Consider that in 2016 hunters in the U.S. spent over $20 billion (87% of all expenditures) on items unrelated to access (2016 USFWS National Survey). Read that again if you need to, let it sink in. $20 billion on gear, travel, weapons, food, ammo and even magazines and memberships and yet some still balk at the idea of paying to access land. The ability or willingness to pay for hunting access isn’t for everyone. However, based on the above numbers from the US Fish and Wildlife Service, hunters are already “paying to hunt”, they are just paying big companies instead of landowners.

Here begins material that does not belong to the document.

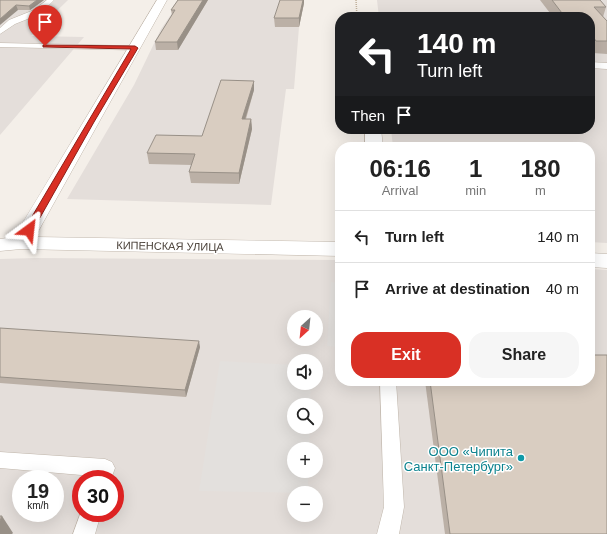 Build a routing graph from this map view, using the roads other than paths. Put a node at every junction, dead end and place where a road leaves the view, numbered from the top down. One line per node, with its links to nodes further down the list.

For hunters that are sincerely interested and motivated to improve their hunting experience, a shift in priorities will be necessary. That change in the way they approach hunting season will mandate that hunters recognize the pecking order of what gear/expenses really matter and place access to quality habitat at or near the top of that list. Once hunters connect these dots and are willing to place a landowner ahead of all other hunting-related companies that compete for their money, their hunting experiences will improve, their hunting trips will be safer, more productive and more enjoyable. Plainly stated, satisfied hunters pay for access before they pay for bows, guns, ammunition, technical clothing, tree stands, scents and calls etc…
The financial challenges that come with land ownership are very real. Landowners, by virtue of their perceived assets are often mislabeled as wealthy. Landowners, in general are far from wealthy and many live on a fixed or limited income. Family farms are being inundated with growing debt related to costs from farming, insurance, maintenance, mortgages and more. A simple offer to compensate a landowner or farmer for hunting access, can pay property taxes for an entire year. A hunting lease arrangement can make very real and immediate difference in a landowner’s life.
A willingness to compensate landowners, relieving at least some of their financial burden in exchange for exclusive access will undoubtedly (98%!) result in a better experience.